Shakespeare - İnsanın Yedi Çağı
Nur Derya
Dünyayı tiyatro sahnesi gibi gören Shakespeare ve niceleriyle yüzyıllardır yaşamı dönüştürüyor perdelerin açılması. Kentinden köyüne her karışında farklılıkları temsil eden bu topraklarda Nilüfer Kent Tiyatrosu neredeyse bir ilke imza atıyor ve kendi toprağında yasaklanan ama halkın bağrına bastığı aydınlarına ev sahipliği yapıyor. Mezarı bile bulunmayan bu toprakların çocuğu Ermeni Hagop Baronyan’ın oyununu, yurt hasretiyle yanan Nazım’ın evinde sergiliyor. Bu coğrafyanın değerlerini perdeye yansıtan ve seyircisinden de tam destek alan Nilüfer Kent Tiyatrosu’nu Nilüfer Belediyesi Tiyatro Koordinatörü Emre Feza Soysal ile konuştuk.
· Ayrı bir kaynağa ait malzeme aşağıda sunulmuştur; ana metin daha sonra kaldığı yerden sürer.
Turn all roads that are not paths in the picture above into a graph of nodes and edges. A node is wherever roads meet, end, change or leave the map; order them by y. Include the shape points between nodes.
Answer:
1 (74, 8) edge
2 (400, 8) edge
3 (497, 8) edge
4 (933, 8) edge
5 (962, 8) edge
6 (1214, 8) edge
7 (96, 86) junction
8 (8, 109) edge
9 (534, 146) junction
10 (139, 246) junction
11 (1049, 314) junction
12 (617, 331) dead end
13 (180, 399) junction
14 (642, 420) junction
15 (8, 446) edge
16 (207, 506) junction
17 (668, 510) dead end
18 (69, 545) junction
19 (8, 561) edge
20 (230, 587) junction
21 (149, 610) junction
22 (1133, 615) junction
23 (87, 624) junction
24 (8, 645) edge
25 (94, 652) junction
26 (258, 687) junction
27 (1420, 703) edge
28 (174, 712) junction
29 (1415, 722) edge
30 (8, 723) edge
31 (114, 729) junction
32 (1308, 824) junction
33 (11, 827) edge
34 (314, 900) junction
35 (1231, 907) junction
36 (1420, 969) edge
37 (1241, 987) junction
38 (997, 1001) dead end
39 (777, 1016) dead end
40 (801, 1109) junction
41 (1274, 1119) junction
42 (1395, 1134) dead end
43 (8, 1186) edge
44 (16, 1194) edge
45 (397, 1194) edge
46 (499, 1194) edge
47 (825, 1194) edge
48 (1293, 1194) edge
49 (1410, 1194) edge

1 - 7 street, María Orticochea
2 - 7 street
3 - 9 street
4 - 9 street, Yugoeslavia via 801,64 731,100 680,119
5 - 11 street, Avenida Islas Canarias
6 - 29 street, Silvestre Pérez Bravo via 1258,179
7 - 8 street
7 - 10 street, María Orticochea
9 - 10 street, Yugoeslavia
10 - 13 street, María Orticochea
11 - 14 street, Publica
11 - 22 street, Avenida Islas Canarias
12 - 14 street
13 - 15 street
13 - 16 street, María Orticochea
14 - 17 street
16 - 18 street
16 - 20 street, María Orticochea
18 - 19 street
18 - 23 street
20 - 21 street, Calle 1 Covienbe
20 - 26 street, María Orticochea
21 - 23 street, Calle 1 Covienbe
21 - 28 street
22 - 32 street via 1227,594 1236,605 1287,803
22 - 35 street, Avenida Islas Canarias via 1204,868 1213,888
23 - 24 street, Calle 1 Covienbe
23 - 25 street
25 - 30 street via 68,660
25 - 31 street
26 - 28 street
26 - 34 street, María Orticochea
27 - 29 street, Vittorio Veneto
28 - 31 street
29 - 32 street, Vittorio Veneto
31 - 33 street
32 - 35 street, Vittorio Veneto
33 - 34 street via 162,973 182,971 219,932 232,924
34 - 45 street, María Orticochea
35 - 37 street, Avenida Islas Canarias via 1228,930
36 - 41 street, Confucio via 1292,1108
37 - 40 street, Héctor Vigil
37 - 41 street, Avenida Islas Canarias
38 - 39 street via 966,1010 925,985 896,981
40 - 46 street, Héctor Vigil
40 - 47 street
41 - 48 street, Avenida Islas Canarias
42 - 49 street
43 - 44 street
Nilüfer dışında Bursa’da tiyatrosu olan herhangi bir ilçe belediyesi yok. Nilüfer’de tiyatronun kuruluş süreci nasıl oldu?
Tiyatro meselesinin altını Nilüfer Belediyesi’nde niye bu kadar kalın çizdik? Birincisi 99’dan beri belediyede kültür sanat işi yaparken tepkiyi ölçüyoruz, arz talep dengesine bakıyoruz. Ben sinema okudum ve sinemada ne yaparsanız yapın seyirci büyük bir teveccüh göstermiyor ama tiyatroda seyirci çok ilgili. Aslında biraz da bu durum Nilüfer’de yaşayanların etkisi. Tiyatroda Nilüfer’de hiçbir oyun boş kalmaz. Film festivalleri de düzenledik ama olmuyor yani. Bunun nedenini de sonra şöyle anladık, bu şehirde yaşayan entelektüel sinema izleyicisi onu evinde çok daha iyi koşullarda izliyor. Bizim kendi sinema salonumuz yok, standart bir salon hepsi. Tiyatro ile ilgili o anın gerçekliğinden mütevellit seyirci her zaman var. İşte 2007’de Nilüfer Prodüksiyon Tiyatrosu’nu kurduk, Genel Sanat Yönetmenliğini Mehmet Ergen üstlendi. Ortak projeler üretmeye başladık, her yıl bir oyun yapılıyor, kadrolu oyuncumuz yok, 30 temsil oynuyor. Bursa’da, İstanbul’da gösterimleri oluyor, hatta yurtdışına gittiği de oluyordu. İlk oyun “Pinter’ın Aldatması”ydı. İlk yetişkin oyundu.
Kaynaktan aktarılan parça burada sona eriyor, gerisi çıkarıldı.